Posted by Dianne in the Desert on Mar 25, 2014 at 7:34pm

KeriB, thank you!  I do tend to do everything for her, and I know that will eventually handicap her…I need to stop that, I know.  Maybe I’m not helping things when I point them out to her, but I feel that she isn’t seeing them, so as her mother, I need to do that….but maybe I’m contributing to her feeling broken and not creative.  I know everyone is different, but what were some things you all enjoyed or enjoy, she just loves the outdoors, loves animals, nature, but also has that wild side, she likes to rock climd, ride 4 wheelers and play basketball with the boys.

Posted by klsmidwestmom on Mar 25, 2014 at 7:35pm

I want to first applaud you for being such a good mom and wanting the best for your daughter!  Give yourself credit for that on the days you blame yourself for whatever the thing of the moment is. I wish my parents made more of that effort.

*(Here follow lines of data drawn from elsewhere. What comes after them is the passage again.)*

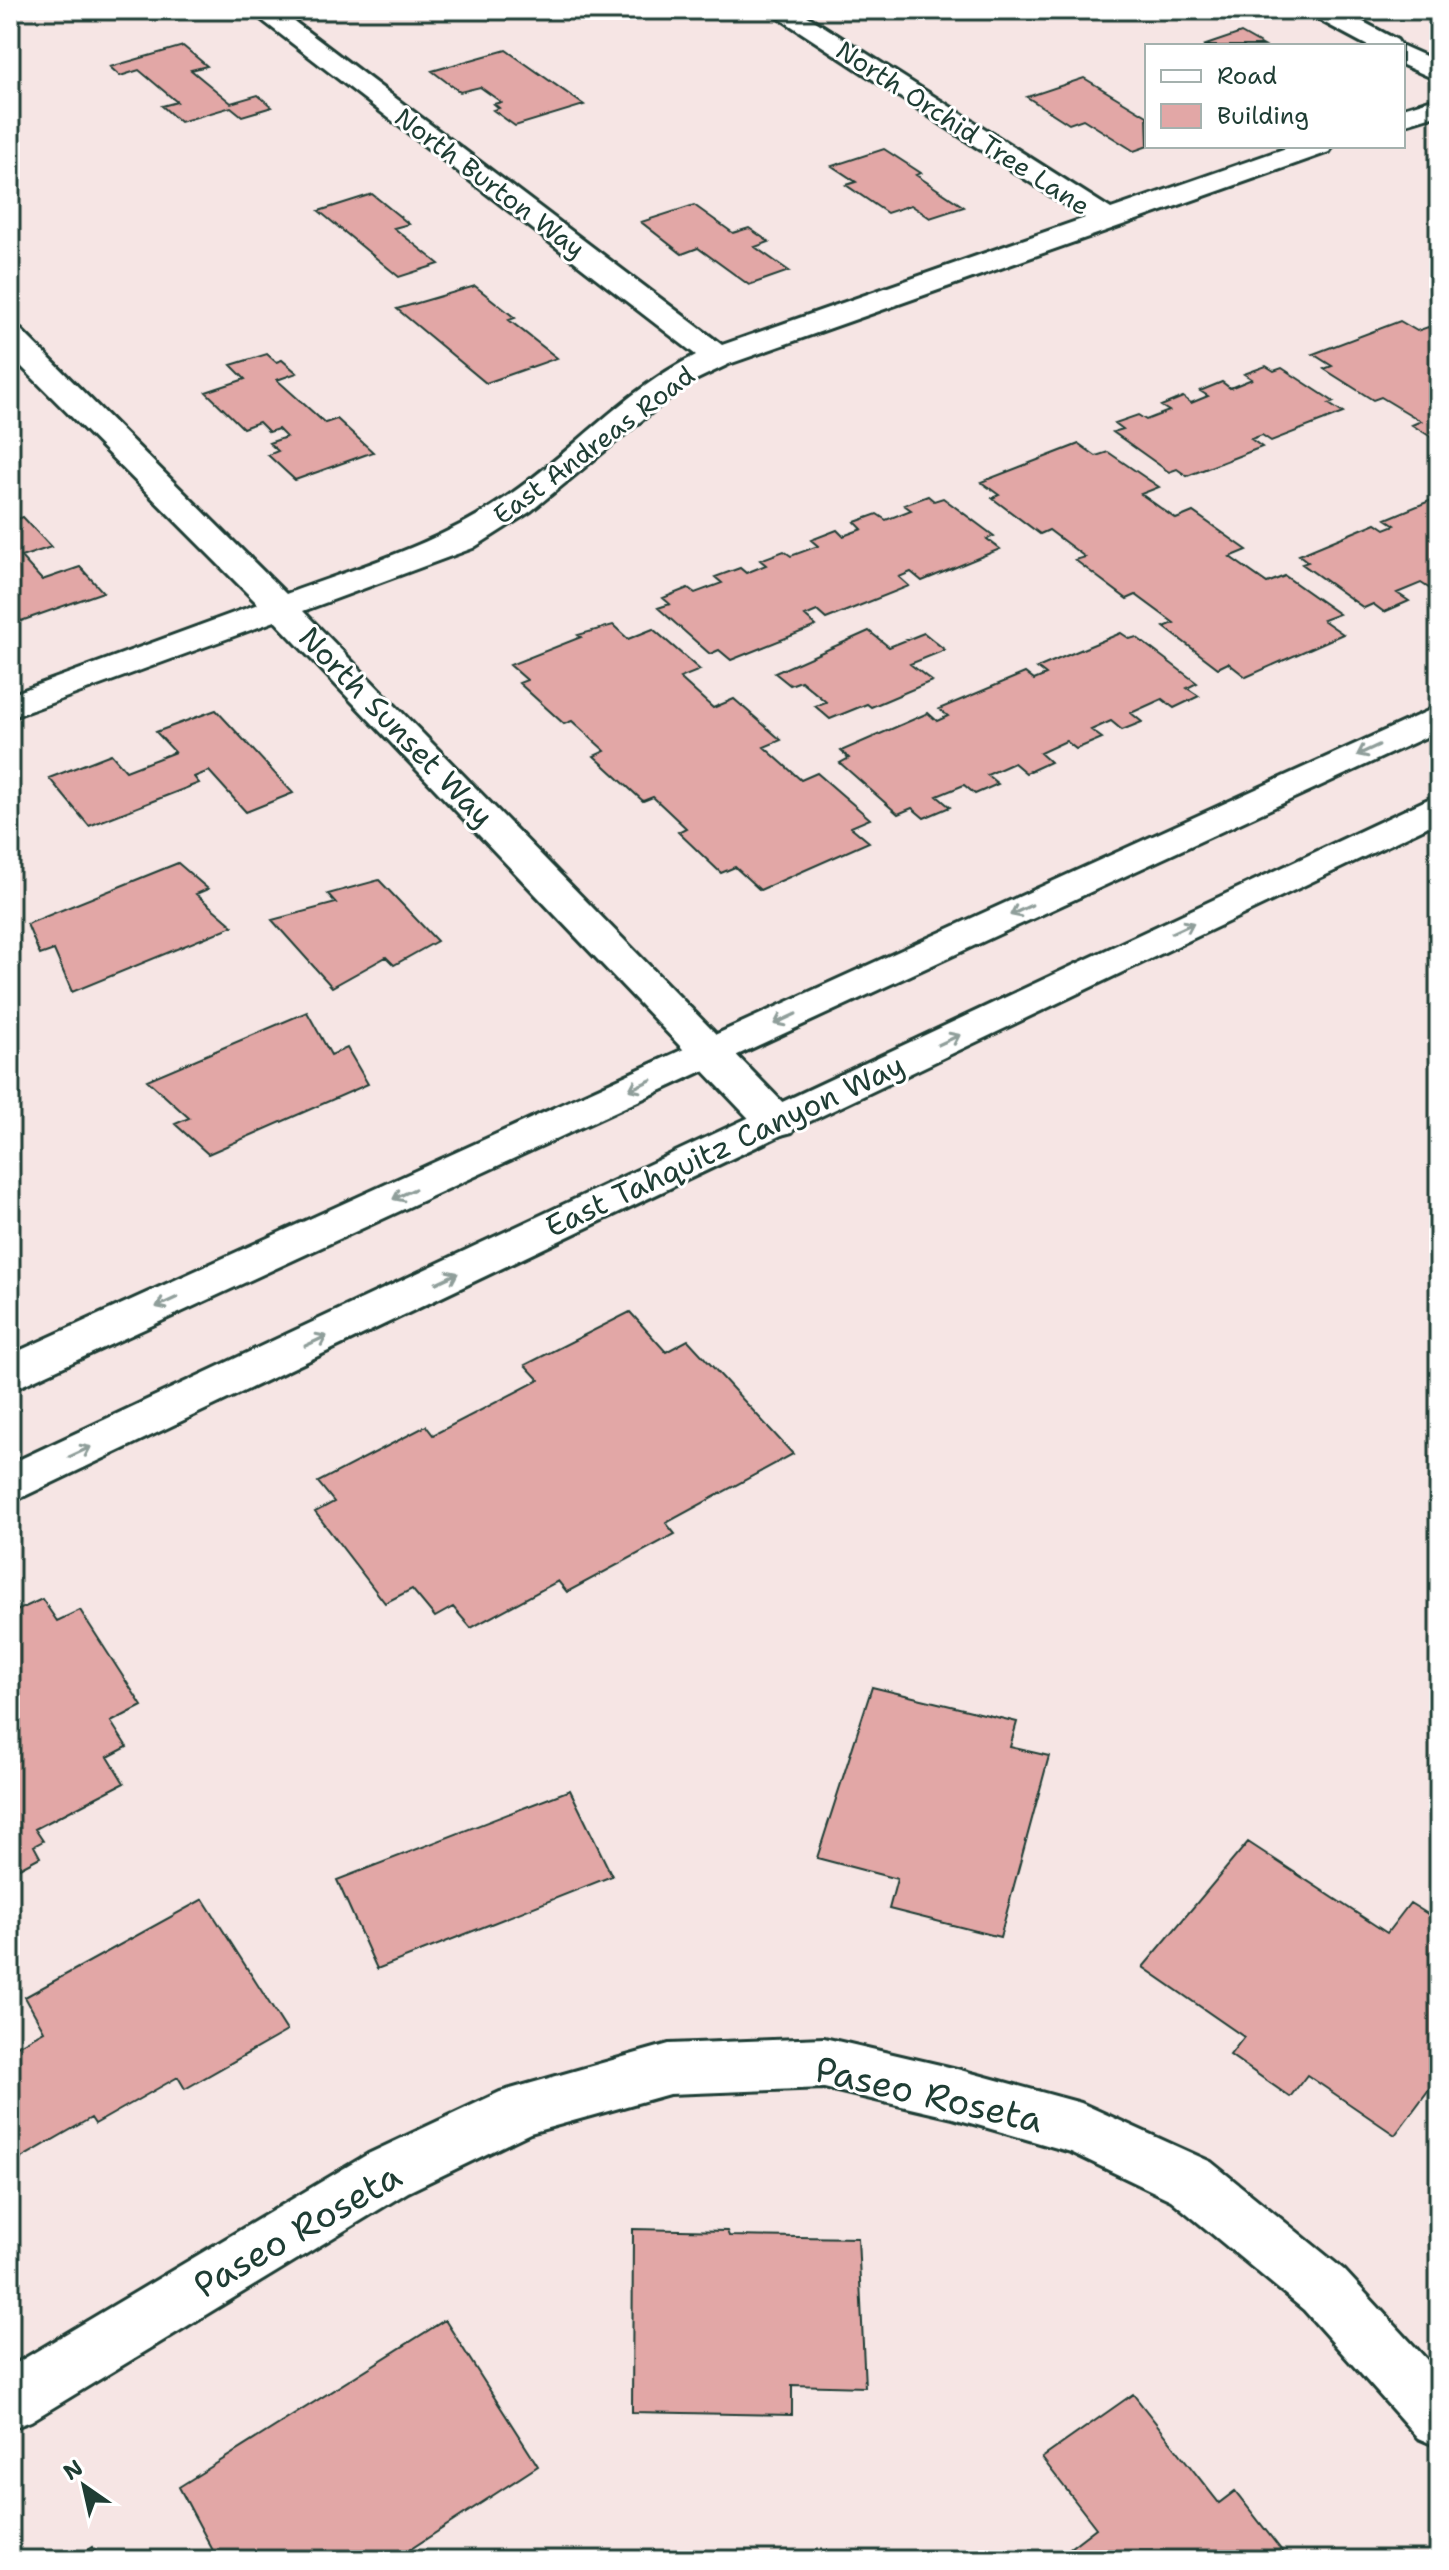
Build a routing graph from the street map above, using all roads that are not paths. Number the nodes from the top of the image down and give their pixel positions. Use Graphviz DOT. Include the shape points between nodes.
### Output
graph roads {
  1 [pos="262,10"];
  2 [pos="780,10"];
  3 [pos="1321,10"];
  4 [pos="1384,44"];
  5 [pos="1405,55"];
  6 [pos="1439,73"];
  7 [pos="1439,105"];
  8 [pos="1405,116"];
  9 [pos="1313,148"];
  10 [pos="1106,219"];
  11 [pos="10,337"];
  12 [pos="718,357"];
  13 [pos="281,608"];
  14 [pos="10,707"];
  15 [pos="1439,717"];
  16 [pos="1439,806"];
  17 [pos="711,1053"];
  18 [pos="777,1122"];
  19 [pos="10,1374"];
  20 [pos="10,1485"];
  21 [pos="10,2400"];
  22 [pos="1439,2417"];
  1 -- 12 [label="street, North Burton Way"];
  2 -- 10 [label="street, North Orchid Tree Lane"];
  3 -- 4 [label="street"];
  5 -- 6 [label="street"];
  7 -- 8 [label="street"];
  9 -- 10 [label="street, East Andreas Road"];
  10 -- 12 [label="street, East Andreas Road"];
  11 -- 13 [label="street, North Sunset Way"];
  12 -- 13 [label="street, East Andreas Road" via="674,378 519,504 461,541"];
  13 -- 14 [label="street, East Andreas Road"];
  13 -- 17 [label="street, North Sunset Way"];
  15 -- 17 [label="street, one-way"];
  18 -- 16 [label="street, East Tahquitz Canyon Way, one-way"];
  17 -- 18 [label="street, North Sunset Way"];
  17 -- 19 [label="street, one-way"];
  20 -- 18 [label="street, East Tahquitz Canyon Way, one-way"];
  21 -- 22 [label="street, Paseo Roseta" via="388,2173 520,2110 669,2069 824,2063 1081,2129 1191,2181 1324,2290"];
}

I have been diagnosed add or as they’re calling it now ADHD-PI (primarily inactive) meaning I’m the daydreaming type not the hyper type. I’m 43 years old and was just diagnosed in January. Happy new year to me! Lol

I wish my parents had been aware that they got me any type of help. As a mom of two boys now I blame them less. It wasn’t known as much when I was a kid and it was t heard of for girls. But still I needed help. I’m glad at 9 your daughter has such an advocate in you.

Be active!  Talk w her teachers a lot!  If you can afford it, get someone who specializes in ADHD in young girls. Those dr’s exist and are out there. If not, utilize these message boards and google as much as possible!  And allow both of you to make mistakes.  It’s part of life. And learn from them.

Good luck!

Posted by Alioop143 on Mar 25, 2014 at 9:46pm

The drill sergeant pointing out all her flaws will be a lot more damaging than just assuming that because she is technically “capable” of doing something, any/all complaints are nothing more than that—just complaining (being negative).  Many times I was merely confidently stating my opinion or preference about something without giving it much pause or thought—just blurting out some “fact.”  But all things that weren’t totally positive or had any type of contrariness got lumped together as Generalized Negativity. 

The role of drill sergeant pointing out everyone’s flaws and expecting everyone to do things the “right” way was played by my dad.  He was such the perfectionist about things that even when you did a brilliant job he’d praise you for that then promptly negate it by simply pointing out what you could have done to make it even better—“That was great BUT…”

They were both raised by a generation that parented in drill sergeant mode and gave little consideration to “feelings,” (so my experience probably wasn’t very unique in that regard). 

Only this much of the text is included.